· Los cuerpos de dos personas arribaron a Malacatán, a 12 kilómetros de Chiapas, donde fueron velados
José Cancino / Diario de Chiapas
Dos de los cuatro cuerpos plenamente identificados tras el accidente de tráiler cerca de Tuxtla Gutiérrez, arribaron este domingo a Malacatán, ciudad fronteriza con México.
En el lugar situado a escasos 12 kilómetros del puerto fronterizo Talismán- El Carmen, los restos de dos hombres identificados como Cecilio Federico Ovalle Cifuentes y Leonel Gómez Zepeda, han sido velados durante este domingo y Cecilio fue sepultado en el camposanto municipal, mientras que el otro hombre fue velado por más horas y sería llevado a su última morada este lunes en las primeras horas del día.
El traslado de los cuatro cuerpos se ha hecho a bordo de un vuelo Charter desde Tuxtla Gutiérrez hasta la ciudad de Guatemala, donde los dos malacatecos han sido trasladados por tierra en carrozas hasta su ciudad natal, a unas seis horas de la capital del país.
El viaje se ha hecho de madrugada y a las 6:50 horas han arribado a Malacatán, donde seres queridos les han llorado tras la tragedia, que cobró la vida de otros 52 migrantes en Chiapas.
Este es el primer traslado y repatriación de cuerpos de víctimas tras el percance ocurrido el pasado 9 de diciembre, que dejó también decenas de heridos.
Los dos hombres nativos de Malacatán se dedicaron en vida a mantener y hacer que sus familias salieran adelante.
Leonel fue futbolista profesional en el club deportivo Malacateco, mientras que Cecilio dedicó gran parte de su vida al transporte, manejando una ruta de autobús desde su ciudad hacia la frontera con México.
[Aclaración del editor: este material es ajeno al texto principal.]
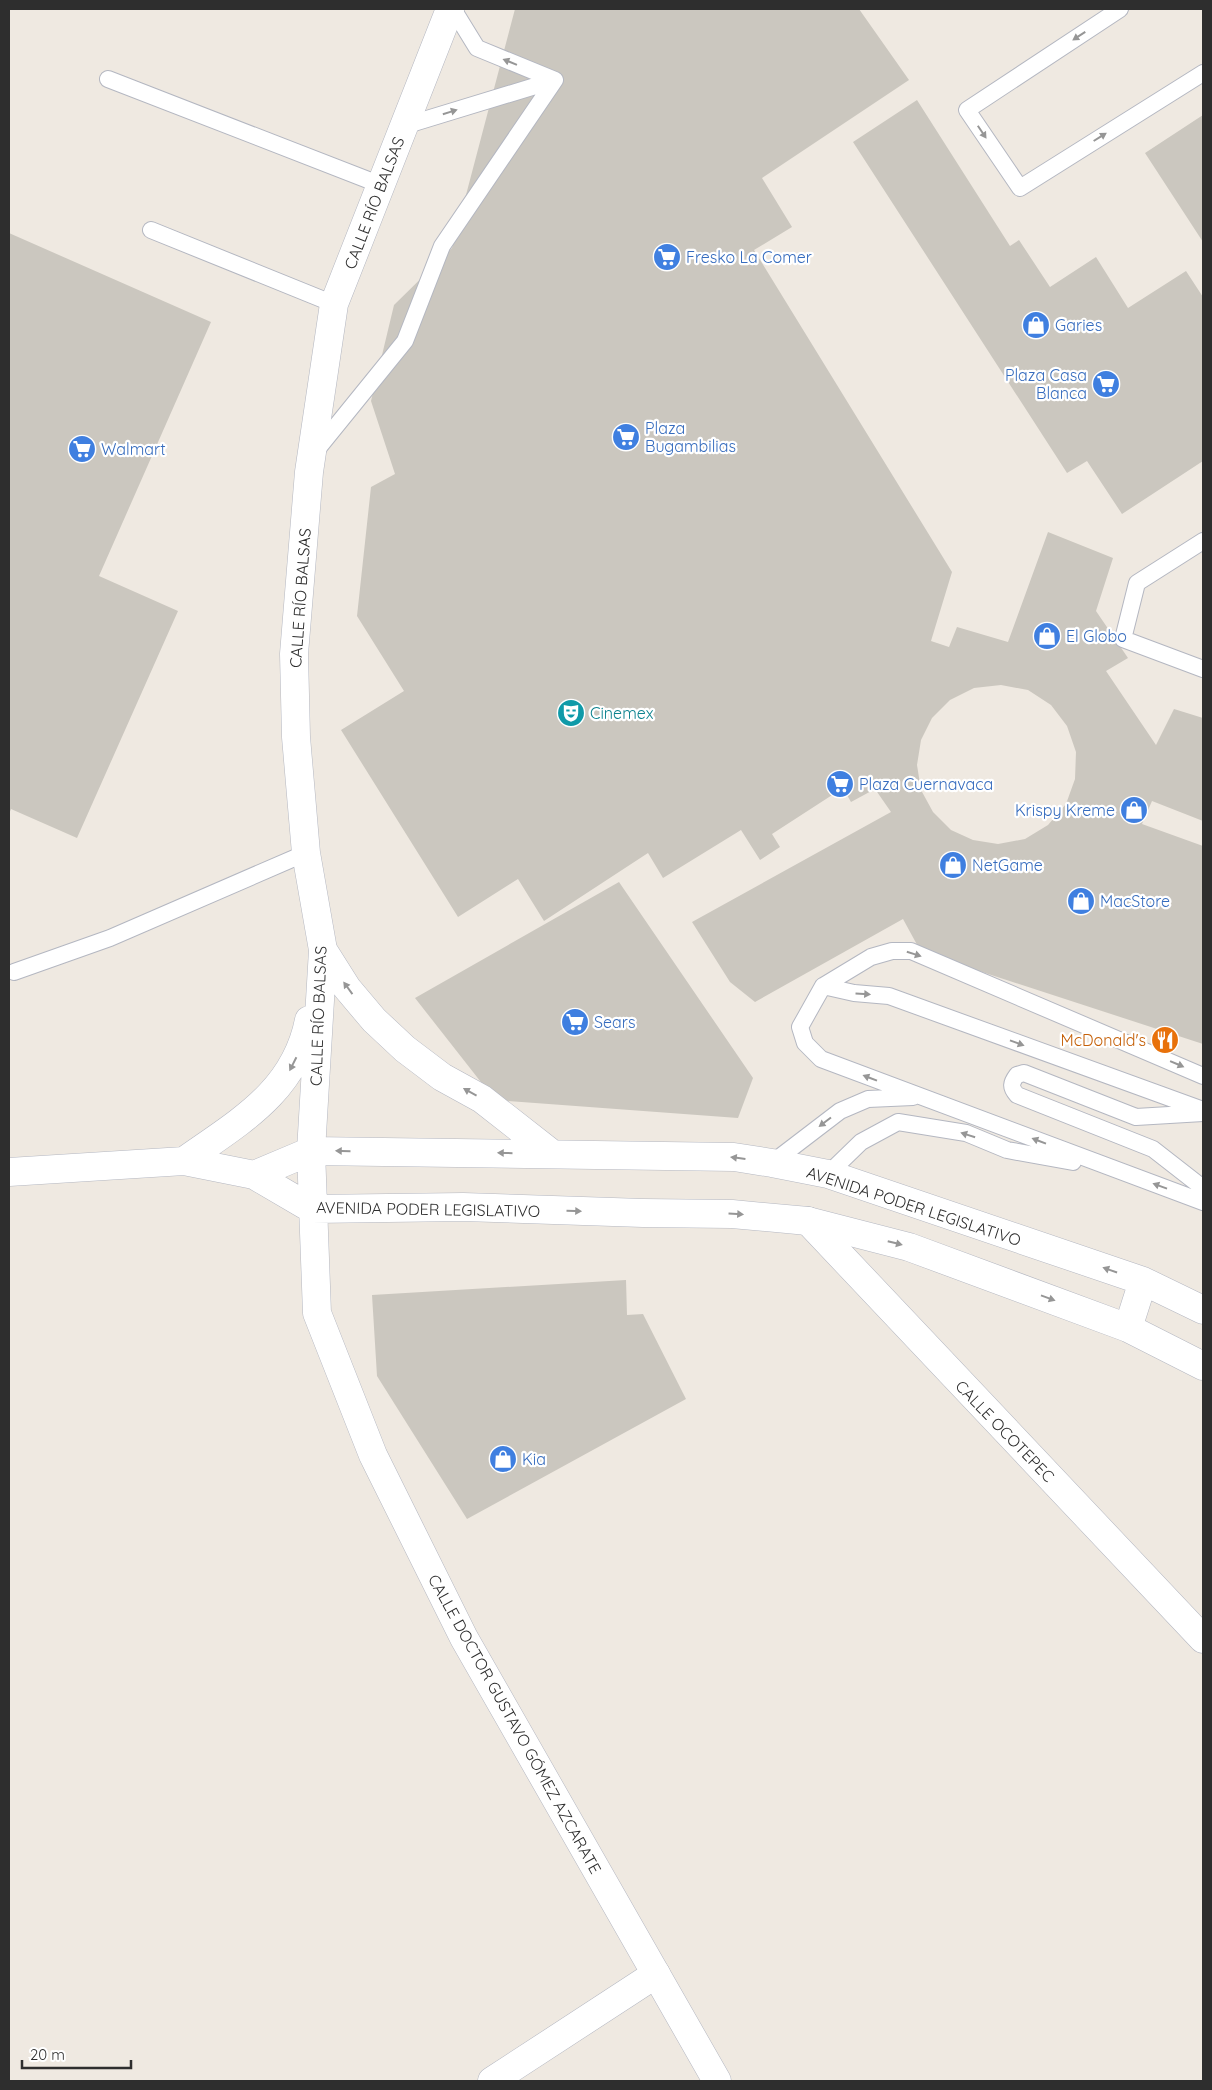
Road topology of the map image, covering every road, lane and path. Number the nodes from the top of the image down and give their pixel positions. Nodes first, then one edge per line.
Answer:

Pero en ninguno de los casos el dinero alcanzó para sobrevivir junto a sus seres amados y tuvieron que salir en busca del “sueño americano” que acabó en pesadilla.
Otros dos cuerpos fueron enviados a comunidades cercanas a la capital de Guatemala, tras el debido proceso de identificación entre familias y autoridades mexicanas y guatemaltecas.
En Chiapas, aún hay cuerpos que no han sido reconocidos y permanecen sin identidad ni familiares que los reclamen.
Se sospecha hasta entonces que la mayoría de las víctimas mortales sean personas originarias de Guatemala y otros países de Centroamérica.